▶ _Records provided_:
****************************************
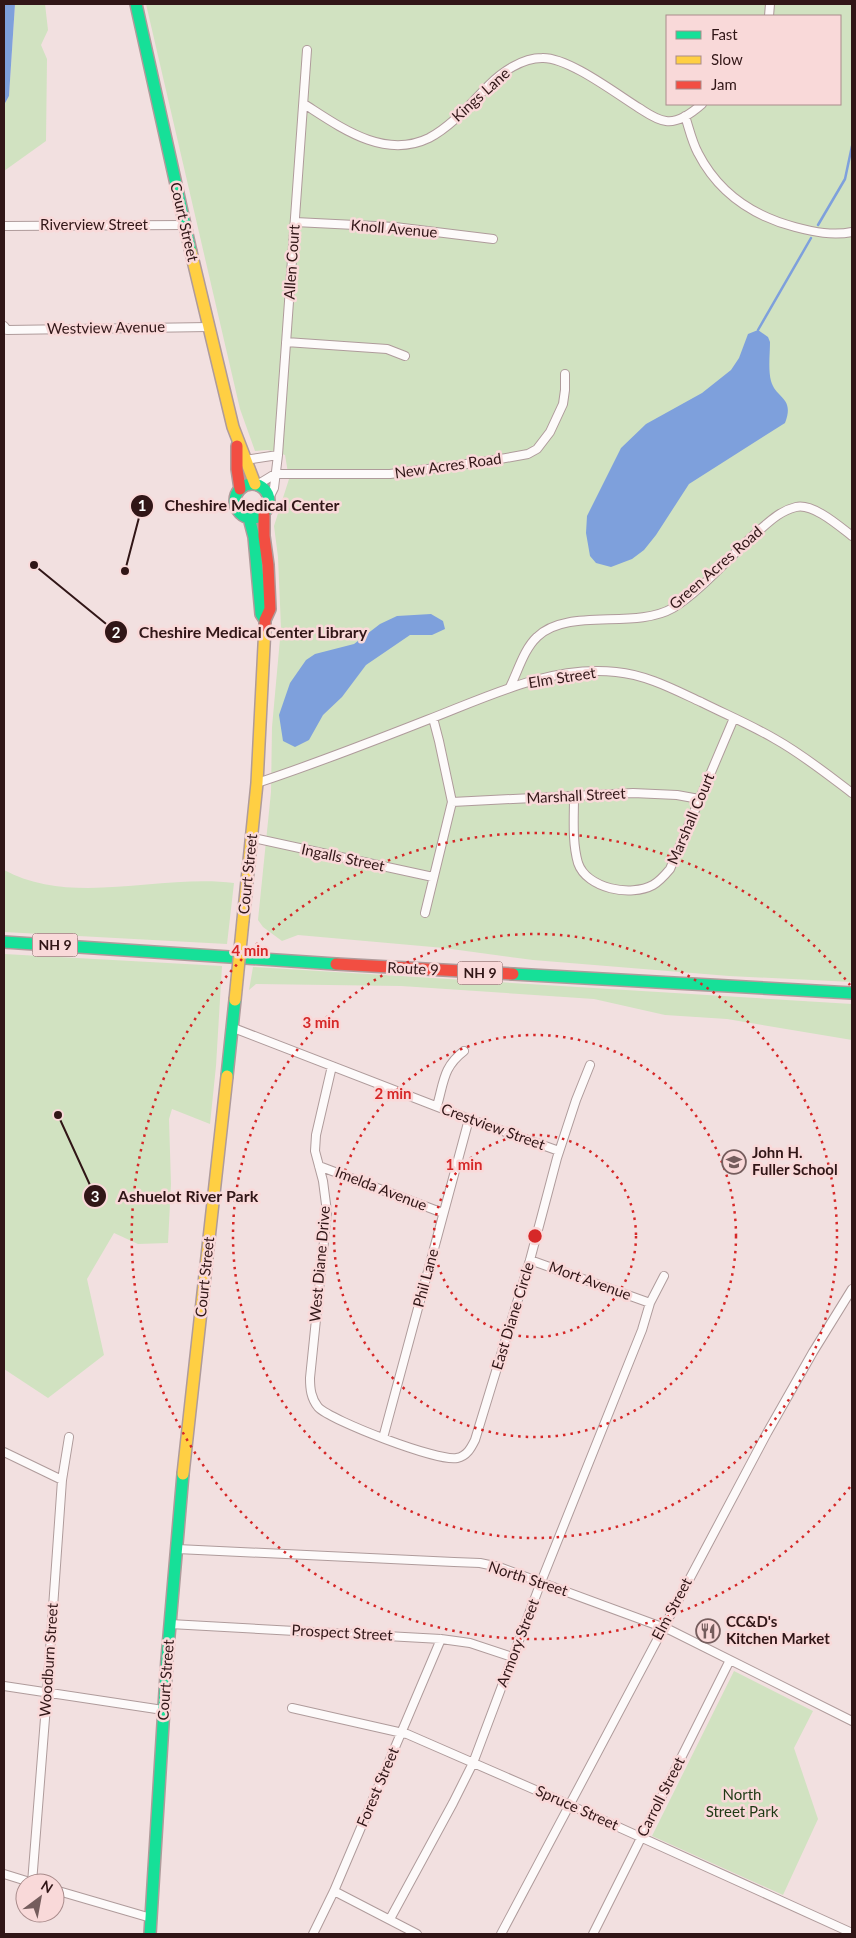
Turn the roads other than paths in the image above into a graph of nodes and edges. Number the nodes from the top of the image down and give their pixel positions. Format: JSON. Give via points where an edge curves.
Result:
{"nodes":[{"id":1,"x":136,"y":4,"type":"edge"},
{"id":2,"x":307,"y":50,"type":"dead end"},
{"id":3,"x":304,"y":104,"type":"junction"},
{"id":4,"x":701,"y":105,"type":"edge"},
{"id":5,"x":685,"y":116,"type":"junction"},
{"id":6,"x":295,"y":222,"type":"junction"},
{"id":7,"x":184,"y":225,"type":"junction"},
{"id":8,"x":4,"y":226,"type":"edge"},
{"id":9,"x":852,"y":232,"type":"edge"},
{"id":10,"x":493,"y":239,"type":"dead end"},
{"id":11,"x":4,"y":326,"type":"edge"},
{"id":12,"x":209,"y":327,"type":"junction"},
{"id":13,"x":286,"y":342,"type":"junction"},
{"id":14,"x":405,"y":356,"type":"dead end"},
{"id":15,"x":565,"y":374,"type":"dead end"},
{"id":16,"x":237,"y":438,"type":"junction"},
{"id":17,"x":278,"y":456,"type":"junction"},
{"id":18,"x":245,"y":460,"type":"junction"},
{"id":19,"x":274,"y":474,"type":"junction"},
{"id":20,"x":256,"y":485,"type":"junction"},
{"id":21,"x":240,"y":489,"type":"junction"},
{"id":22,"x":268,"y":498,"type":"junction"},
{"id":23,"x":264,"y":513,"type":"junction"},
{"id":24,"x":248,"y":518,"type":"junction"},
{"id":25,"x":852,"y":536,"type":"edge"},
{"id":26,"x":265,"y":620,"type":"junction"},
{"id":27,"x":510,"y":687,"type":"junction"},
{"id":28,"x":433,"y":718,"type":"junction"},
{"id":29,"x":734,"y":718,"type":"junction"},
{"id":30,"x":257,"y":783,"type":"junction"},
{"id":31,"x":852,"y":793,"type":"edge"},
{"id":32,"x":574,"y":797,"type":"junction"},
{"id":33,"x":700,"y":799,"type":"junction"},
{"id":34,"x":452,"y":802,"type":"junction"},
{"id":35,"x":252,"y":838,"type":"junction"},
{"id":36,"x":433,"y":877,"type":"junction"},
{"id":37,"x":425,"y":913,"type":"dead end"},
{"id":38,"x":4,"y":942,"type":"edge"},
{"id":39,"x":852,"y":993,"type":"edge"},
{"id":40,"x":231,"y":1027,"type":"junction"},
{"id":41,"x":464,"y":1051,"type":"dead end"},
{"id":42,"x":590,"y":1065,"type":"dead end"},
{"id":43,"x":332,"y":1066,"type":"junction"},
{"id":44,"x":437,"y":1106,"type":"junction"},
{"id":45,"x":468,"y":1119,"type":"junction"},
{"id":46,"x":559,"y":1151,"type":"junction"},
{"id":47,"x":319,"y":1166,"type":"junction"},
{"id":48,"x":443,"y":1213,"type":"junction"},
{"id":49,"x":530,"y":1260,"type":"junction"},
{"id":50,"x":664,"y":1276,"type":"dead end"},
{"id":51,"x":852,"y":1289,"type":"edge"},
{"id":52,"x":650,"y":1303,"type":"junction"},
{"id":53,"x":70,"y":1437,"type":"dead end"},
{"id":54,"x":383,"y":1438,"type":"junction"},
{"id":55,"x":4,"y":1452,"type":"edge"},
{"id":56,"x":62,"y":1480,"type":"junction"},
{"id":57,"x":177,"y":1549,"type":"junction"},
{"id":58,"x":541,"y":1582,"type":"junction"},
{"id":59,"x":170,"y":1624,"type":"junction"},
{"id":60,"x":662,"y":1628,"type":"junction"},
{"id":61,"x":441,"y":1639,"type":"junction"},
{"id":62,"x":512,"y":1658,"type":"junction"},
{"id":63,"x":730,"y":1660,"type":"junction"},
{"id":64,"x":4,"y":1686,"type":"edge"},
{"id":65,"x":47,"y":1693,"type":"junction"},
{"id":66,"x":292,"y":1708,"type":"dead end"},
{"id":67,"x":163,"y":1710,"type":"junction"},
{"id":68,"x":852,"y":1721,"type":"edge"},
{"id":69,"x":402,"y":1733,"type":"junction"},
{"id":70,"x":473,"y":1763,"type":"junction"},
{"id":71,"x":570,"y":1805,"type":"junction"},
{"id":72,"x":641,"y":1838,"type":"junction"},
{"id":73,"x":33,"y":1873,"type":"edge"},
{"id":74,"x":334,"y":1891,"type":"junction"},
{"id":75,"x":65,"y":1893,"type":"edge"},
{"id":76,"x":150,"y":1918,"type":"junction"},
{"id":77,"x":390,"y":1919,"type":"junction"},
{"id":78,"x":852,"y":1933,"type":"edge"},
{"id":79,"x":150,"y":1934,"type":"edge"},
{"id":80,"x":313,"y":1934,"type":"edge"},
{"id":81,"x":417,"y":1934,"type":"edge"},
{"id":82,"x":501,"y":1934,"type":"edge"},
{"id":83,"x":593,"y":1934,"type":"edge"}],
"edges":[{"from":1,"to":7,"type":"main road","name":"Court Street"},
{"from":2,"to":3,"type":"street","name":"Allen Court"},
{"from":3,"to":5,"type":"street","name":"Kings Lane","via":[[360,137],[387,144],[415,143],[429,138],[447,125],[499,75],[519,64],[541,58],[573,67],[657,119],[667,122]]},
{"from":3,"to":6,"type":"street","name":"Allen Court"},
{"from":4,"to":5,"type":"street"},
{"from":5,"to":9,"type":"street","via":[[697,151],[708,168],[747,208],[805,230],[838,235]]},
{"from":6,"to":10,"type":"street","name":"Knoll Avenue","via":[[395,227]]},
{"from":6,"to":13,"type":"street","name":"Allen Court"},
{"from":7,"to":8,"type":"street","name":"Riverview Street"},
{"from":7,"to":12,"type":"main road","name":"Court Street"},
{"from":11,"to":12,"type":"street","name":"Westview Avenue","via":[[7,330]]},
{"from":12,"to":16,"type":"main road","name":"Court Street"},
{"from":13,"to":14,"type":"street","via":[[387,349]]},
{"from":13,"to":17,"type":"street","name":"Allen Court"},
{"from":15,"to":19,"type":"street","name":"New Acres Road","via":[[563,404],[550,432],[537,449],[528,454],[390,474]]},
{"from":16,"to":18,"type":"main road","name":"Court Street"},
{"from":16,"to":21,"type":"main road","name":"Court Street"},
{"from":17,"to":18,"type":"street"},
{"from":17,"to":19,"type":"street","name":"Allen Court"},
{"from":18,"to":20,"type":"main road","name":"Court Street"},
{"from":19,"to":20,"type":"street"},
{"from":19,"to":22,"type":"street","name":"Allen Court","via":[[274,488]]},
{"from":20,"to":21,"type":"main road"},
{"from":20,"to":22,"type":"main road","name":"Court Street","via":[[265,490]]},
{"from":21,"to":24,"type":"main road","name":"Court Street","via":[[235,497],[236,506]]},
{"from":22,"to":23,"type":"main road","name":"Court Street","via":[[269,504]]},
{"from":23,"to":24,"type":"main road"},
{"from":23,"to":26,"type":"main road","name":"Court Street","via":[[270,609]]},
{"from":24,"to":26,"type":"main road","name":"Court Street","via":[[254,537],[261,614]]},
{"from":25,"to":27,"type":"street","name":"Green Acres Road","via":[[806,507],[782,512],[672,608],[645,618],[566,623],[546,630],[528,648]]},
{"from":26,"to":30,"type":"main road","name":"Court Street"},
{"from":27,"to":28,"type":"street","name":"Elm Street"},
{"from":27,"to":29,"type":"street","name":"Elm Street","via":[[582,672],[634,674],[660,682]]},
{"from":28,"to":30,"type":"street","name":"Elm Street"},
{"from":28,"to":34,"type":"street"},
{"from":29,"to":31,"type":"street","name":"Elm Street","via":[[776,739]]},
{"from":29,"to":33,"type":"street","name":"Marshall Court"},
{"from":30,"to":35,"type":"main road","name":"Court Street"},
{"from":32,"to":33,"type":"street","name":"Marshall Street","via":[[633,793]]},
{"from":32,"to":33,"type":"street","name":"Marshall Court","via":[[575,846],[579,864],[586,876],[597,883],[611,889],[627,890],[652,886],[670,869]]},
{"from":32,"to":34,"type":"street","name":"Marshall Street"},
{"from":34,"to":36,"type":"street"},
{"from":35,"to":36,"type":"street","name":"Ingalls Street"},
{"from":35,"to":40,"type":"main road","name":"Court Street","bridge":true},
{"from":36,"to":37,"type":"street"},
{"from":38,"to":39,"type":"main road","name":"Route 9","number":"NH 9"},
{"from":40,"to":43,"type":"street","name":"Crestview Street"},
{"from":40,"to":57,"type":"main road","name":"Court Street"},
{"from":41,"to":44,"type":"street","via":[[447,1068]]},
{"from":42,"to":46,"type":"street","name":"East Diane Circle"},
{"from":43,"to":44,"type":"street","name":"Crestview Street"},
{"from":43,"to":47,"type":"street","name":"West Diane Drive","via":[[316,1135]]},
{"from":44,"to":45,"type":"street","name":"Crestview Street"},
{"from":45,"to":46,"type":"street","name":"Crestview Street"},
{"from":45,"to":48,"type":"street","name":"Phil Lane"},
{"from":46,"to":49,"type":"street","name":"East Diane Circle"},
{"from":47,"to":48,"type":"street","name":"Imelda Avenue"},
{"from":47,"to":54,"type":"street","name":"West Diane Drive","via":[[326,1212],[310,1378],[312,1399],[326,1414]]},
{"from":48,"to":54,"type":"street","name":"Phil Lane"},
{"from":49,"to":52,"type":"street","name":"Mort Avenue"},
{"from":49,"to":54,"type":"street","name":"East Diane Circle","via":[[470,1450],[456,1458],[445,1459]]},
{"from":50,"to":52,"type":"street","name":"Armory Street"},
{"from":51,"to":60,"type":"street","name":"Elm Street","via":[[767,1433]]},
{"from":52,"to":58,"type":"street","name":"Armory Street"},
{"from":53,"to":56,"type":"street","name":"Woodburn Street"},
{"from":55,"to":56,"type":"street"},
{"from":56,"to":65,"type":"street","name":"Woodburn Street"},
{"from":57,"to":58,"type":"street","name":"North Street","via":[[480,1564]]},
{"from":57,"to":59,"type":"main road","name":"Court Street"},
{"from":58,"to":60,"type":"street","name":"North Street"},
{"from":58,"to":62,"type":"street","name":"Armory Street"},
{"from":59,"to":61,"type":"street","name":"Prospect Street"},
{"from":59,"to":67,"type":"main road","name":"Court Street"},
{"from":60,"to":63,"type":"street","name":"North Street"},
{"from":60,"to":71,"type":"street","name":"Elm Street"},
{"from":61,"to":62,"type":"street","name":"Prospect Street","via":[[470,1643]]},
{"from":61,"to":69,"type":"street","name":"Forest Street"},
{"from":62,"to":70,"type":"street","name":"Armory Street"},
{"from":63,"to":68,"type":"street","name":"North Street"},
{"from":63,"to":72,"type":"street","name":"Carroll Street"},
{"from":64,"to":65,"type":"street"},
{"from":65,"to":67,"type":"street"},
{"from":65,"to":73,"type":"street","name":"Woodburn Street"},
{"from":66,"to":69,"type":"street","name":"Spruce Street"},
{"from":67,"to":76,"type":"main road","name":"Court Street"},
{"from":69,"to":70,"type":"street","name":"Spruce Street"},
{"from":69,"to":74,"type":"street","name":"Forest Street"},
{"from":70,"to":71,"type":"street","name":"Spruce Street"},
{"from":70,"to":77,"type":"street","name":"Armory Street"},
{"from":71,"to":72,"type":"street","name":"Spruce Street"},
{"from":71,"to":82,"type":"street","name":"Elm Street"},
{"from":72,"to":78,"type":"street","name":"Spruce Street"},
{"from":72,"to":83,"type":"street","name":"Carroll Street"},
{"from":74,"to":77,"type":"street"},
{"from":74,"to":80,"type":"street","name":"Forest Street"},
{"from":75,"to":76,"type":"street"},
{"from":76,"to":79,"type":"main road","name":"Court Street"},
{"from":77,"to":81,"type":"street"}]}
****************************************
▶ _Exercise instructions_: Reproduce each line of the material in which the string "Carroll" occurs.

▶ _Task response_:
{"from":63,"to":72,"type":"street","name":"Carroll Street"},
{"from":72,"to":83,"type":"street","name":"Carroll Street"},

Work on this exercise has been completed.